§ Task to complete: An exact transcription of each entry below is required, without any pictures.

§ Input material:
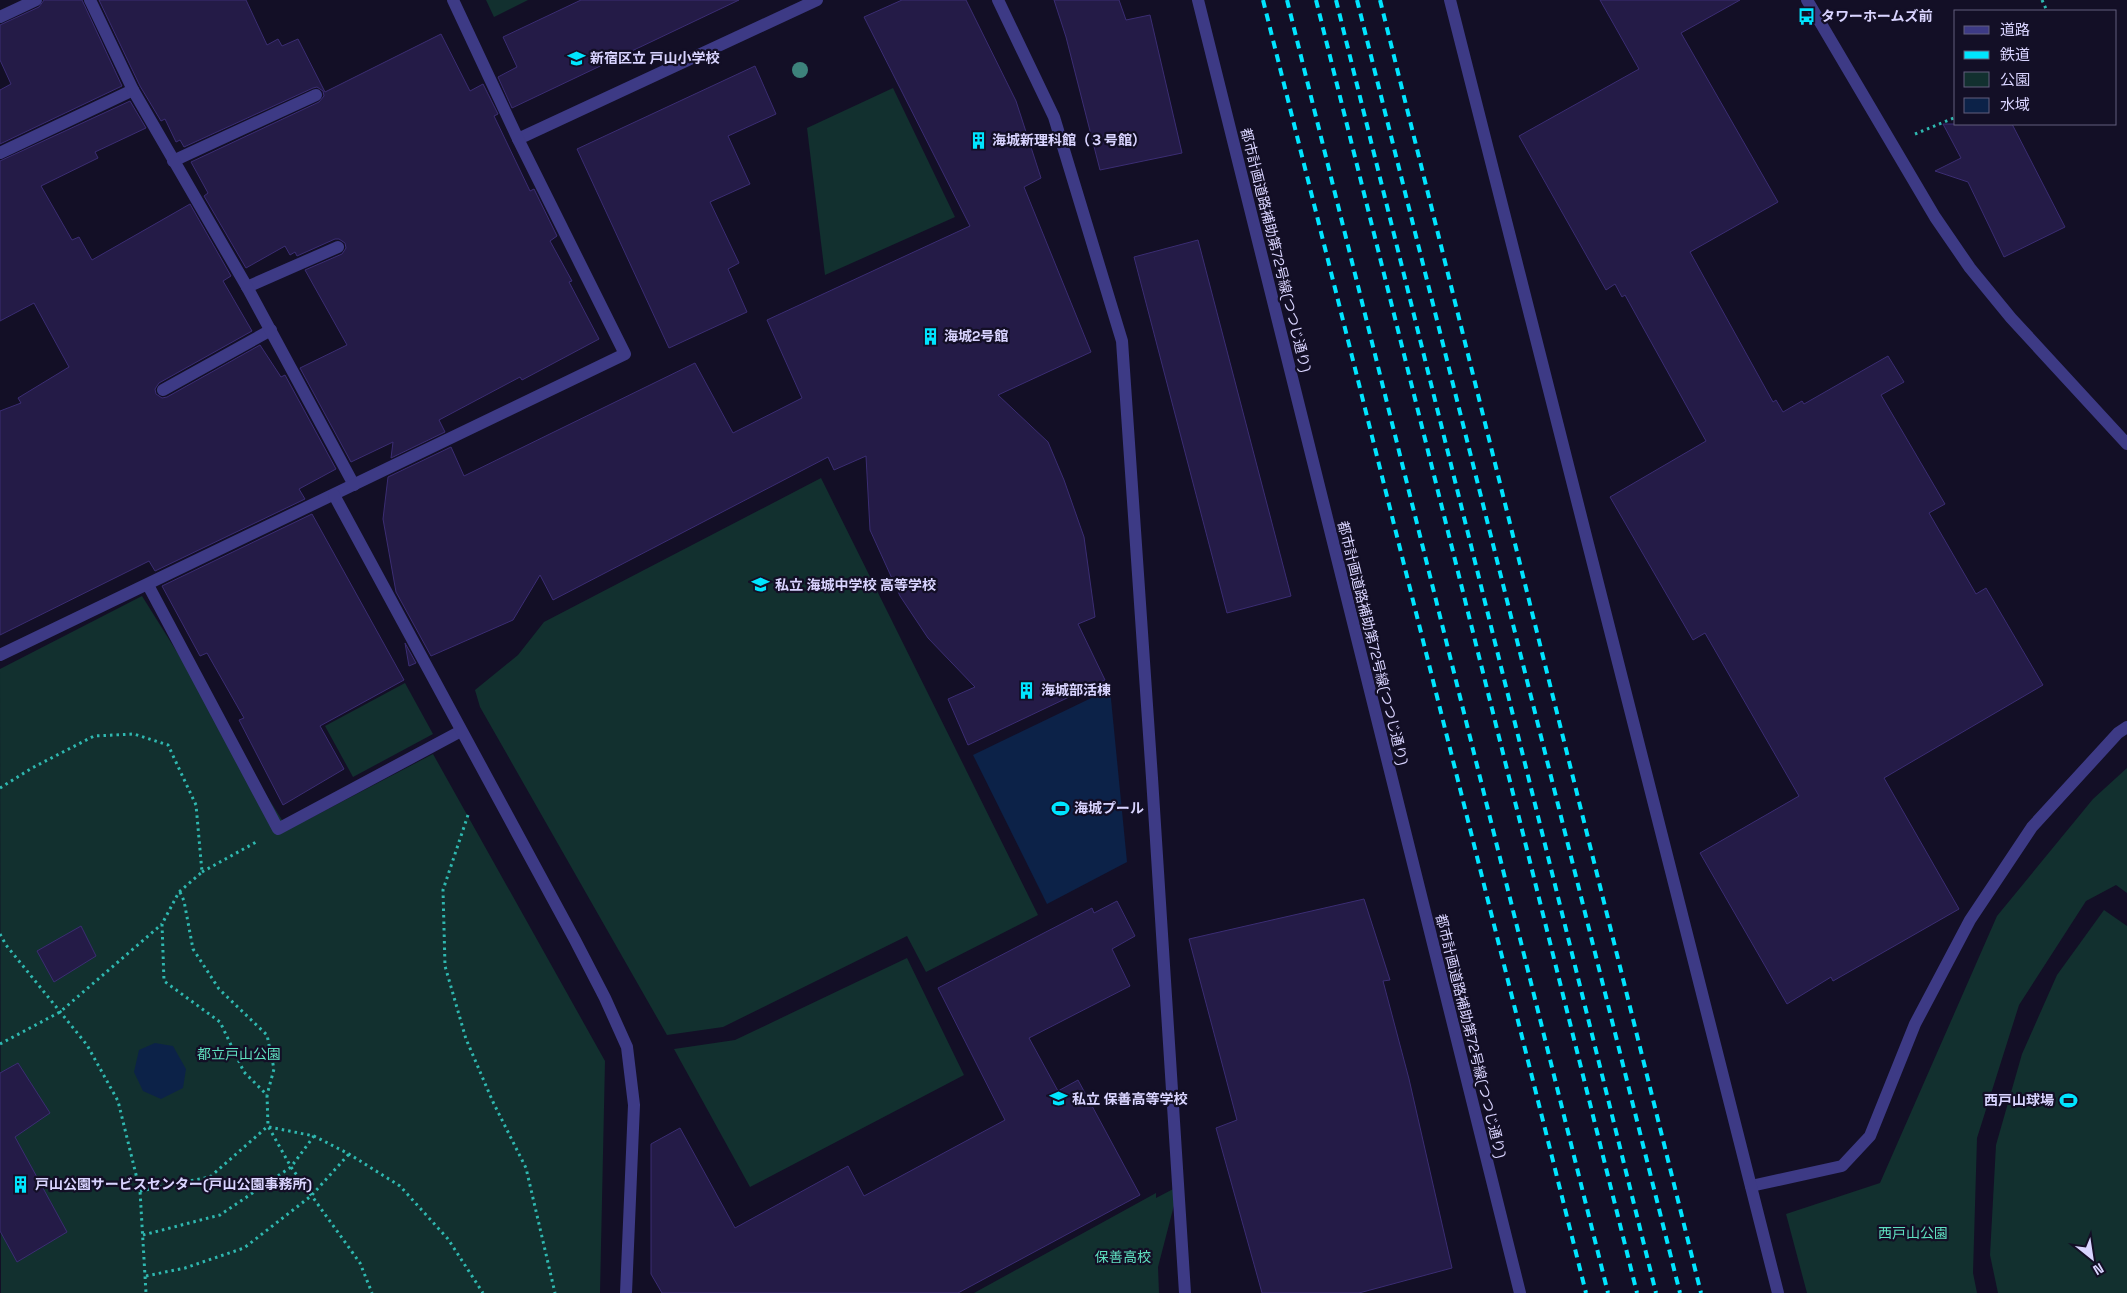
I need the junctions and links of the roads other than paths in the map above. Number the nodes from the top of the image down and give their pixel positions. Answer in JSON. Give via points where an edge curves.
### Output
{"nodes":[{"id":1,"x":36,"y":0,"type":"edge"},
{"id":2,"x":90,"y":0,"type":"edge"},
{"id":3,"x":453,"y":0,"type":"edge"},
{"id":4,"x":817,"y":0,"type":"edge"},
{"id":5,"x":998,"y":0,"type":"edge"},
{"id":6,"x":1198,"y":0,"type":"edge"},
{"id":7,"x":1450,"y":0,"type":"edge"},
{"id":8,"x":1807,"y":0,"type":"edge"},
{"id":9,"x":0,"y":17,"type":"edge"},
{"id":10,"x":133,"y":90,"type":"junction"},
{"id":11,"x":316,"y":95,"type":"dead end"},
{"id":12,"x":518,"y":139,"type":"junction"},
{"id":13,"x":0,"y":153,"type":"edge"},
{"id":14,"x":174,"y":161,"type":"junction"},
{"id":15,"x":338,"y":247,"type":"dead end"},
{"id":16,"x":247,"y":287,"type":"junction"},
{"id":17,"x":271,"y":330,"type":"junction"},
{"id":18,"x":163,"y":390,"type":"dead end"},
{"id":19,"x":2127,"y":444,"type":"edge"},
{"id":20,"x":354,"y":484,"type":"junction"},
{"id":21,"x":334,"y":495,"type":"junction"},
{"id":22,"x":148,"y":585,"type":"junction"},
{"id":23,"x":0,"y":655,"type":"edge"},
{"id":24,"x":2127,"y":727,"type":"edge"},
{"id":25,"x":461,"y":731,"type":"junction"},
{"id":26,"x":1752,"y":1186,"type":"junction"},
{"id":27,"x":626,"y":1293,"type":"edge"},
{"id":28,"x":1186,"y":1293,"type":"edge"},
{"id":29,"x":1520,"y":1293,"type":"edge"},
{"id":30,"x":1778,"y":1293,"type":"edge"}],
"edges":[{"from":1,"to":9,"type":"street"},
{"from":2,"to":10,"type":"street"},
{"from":3,"to":12,"type":"street"},
{"from":4,"to":12,"type":"street"},
{"from":5,"to":28,"type":"street","via":[[1054,117],[1122,341]]},
{"from":6,"to":29,"type":"street","name":"都市計画道路補助第72号線(つつじ通り)"},
{"from":7,"to":26,"type":"street"},
{"from":8,"to":19,"type":"street","via":[[1935,217],[1970,268],[2011,318]]},
{"from":10,"to":13,"type":"street"},
{"from":10,"to":14,"type":"street"},
{"from":11,"to":14,"type":"street"},
{"from":12,"to":20,"type":"street","via":[[625,354]]},
{"from":14,"to":16,"type":"street"},
{"from":15,"to":16,"type":"street"},
{"from":16,"to":17,"type":"street"},
{"from":17,"to":18,"type":"street"},
{"from":17,"to":20,"type":"street"},
{"from":20,"to":21,"type":"street"},
{"from":21,"to":22,"type":"street"},
{"from":21,"to":25,"type":"street"},
{"from":22,"to":23,"type":"street"},
{"from":22,"to":25,"type":"street","via":[[278,829]]},
{"from":24,"to":26,"type":"street","via":[[2032,827],[1970,920],[1915,1024],[1870,1136],[1842,1166]]},
{"from":25,"to":27,"type":"street","via":[[575,940],[627,1047],[634,1105]]},
{"from":26,"to":30,"type":"street"}]}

§ Task answer:
I need the junctions and links of the roads other than paths in the map above. Number the nodes from the top of the image down and give their pixel positions. Answer in JSON. Give via points where an edge curves.
### Output
{"nodes":[{"id":1,"x":36,"y":0,"type":"edge"},
{"id":2,"x":90,"y":0,"type":"edge"},
{"id":3,"x":453,"y":0,"type":"edge"},
{"id":4,"x":817,"y":0,"type":"edge"},
{"id":5,"x":998,"y":0,"type":"edge"},
{"id":6,"x":1198,"y":0,"type":"edge"},
{"id":7,"x":1450,"y":0,"type":"edge"},
{"id":8,"x":1807,"y":0,"type":"edge"},
{"id":9,"x":0,"y":17,"type":"edge"},
{"id":10,"x":133,"y":90,"type":"junction"},
{"id":11,"x":316,"y":95,"type":"dead end"},
{"id":12,"x":518,"y":139,"type":"junction"},
{"id":13,"x":0,"y":153,"type":"edge"},
{"id":14,"x":174,"y":161,"type":"junction"},
{"id":15,"x":338,"y":247,"type":"dead end"},
{"id":16,"x":247,"y":287,"type":"junction"},
{"id":17,"x":271,"y":330,"type":"junction"},
{"id":18,"x":163,"y":390,"type":"dead end"},
{"id":19,"x":2127,"y":444,"type":"edge"},
{"id":20,"x":354,"y":484,"type":"junction"},
{"id":21,"x":334,"y":495,"type":"junction"},
{"id":22,"x":148,"y":585,"type":"junction"},
{"id":23,"x":0,"y":655,"type":"edge"},
{"id":24,"x":2127,"y":727,"type":"edge"},
{"id":25,"x":461,"y":731,"type":"junction"},
{"id":26,"x":1752,"y":1186,"type":"junction"},
{"id":27,"x":626,"y":1293,"type":"edge"},
{"id":28,"x":1186,"y":1293,"type":"edge"},
{"id":29,"x":1520,"y":1293,"type":"edge"},
{"id":30,"x":1778,"y":1293,"type":"edge"}],
"edges":[{"from":1,"to":9,"type":"street"},
{"from":2,"to":10,"type":"street"},
{"from":3,"to":12,"type":"street"},
{"from":4,"to":12,"type":"street"},
{"from":5,"to":28,"type":"street","via":[[1054,117],[1122,341]]},
{"from":6,"to":29,"type":"street","name":"都市計画道路補助第72号線(つつじ通り)"},
{"from":7,"to":26,"type":"street"},
{"from":8,"to":19,"type":"street","via":[[1935,217],[1970,268],[2011,318]]},
{"from":10,"to":13,"type":"street"},
{"from":10,"to":14,"type":"street"},
{"from":11,"to":14,"type":"street"},
{"from":12,"to":20,"type":"street","via":[[625,354]]},
{"from":14,"to":16,"type":"street"},
{"from":15,"to":16,"type":"street"},
{"from":16,"to":17,"type":"street"},
{"from":17,"to":18,"type":"street"},
{"from":17,"to":20,"type":"street"},
{"from":20,"to":21,"type":"street"},
{"from":21,"to":22,"type":"street"},
{"from":21,"to":25,"type":"street"},
{"from":22,"to":23,"type":"street"},
{"from":22,"to":25,"type":"street","via":[[278,829]]},
{"from":24,"to":26,"type":"street","via":[[2032,827],[1970,920],[1915,1024],[1870,1136],[1842,1166]]},
{"from":25,"to":27,"type":"street","via":[[575,940],[627,1047],[634,1105]]},
{"from":26,"to":30,"type":"street"}]}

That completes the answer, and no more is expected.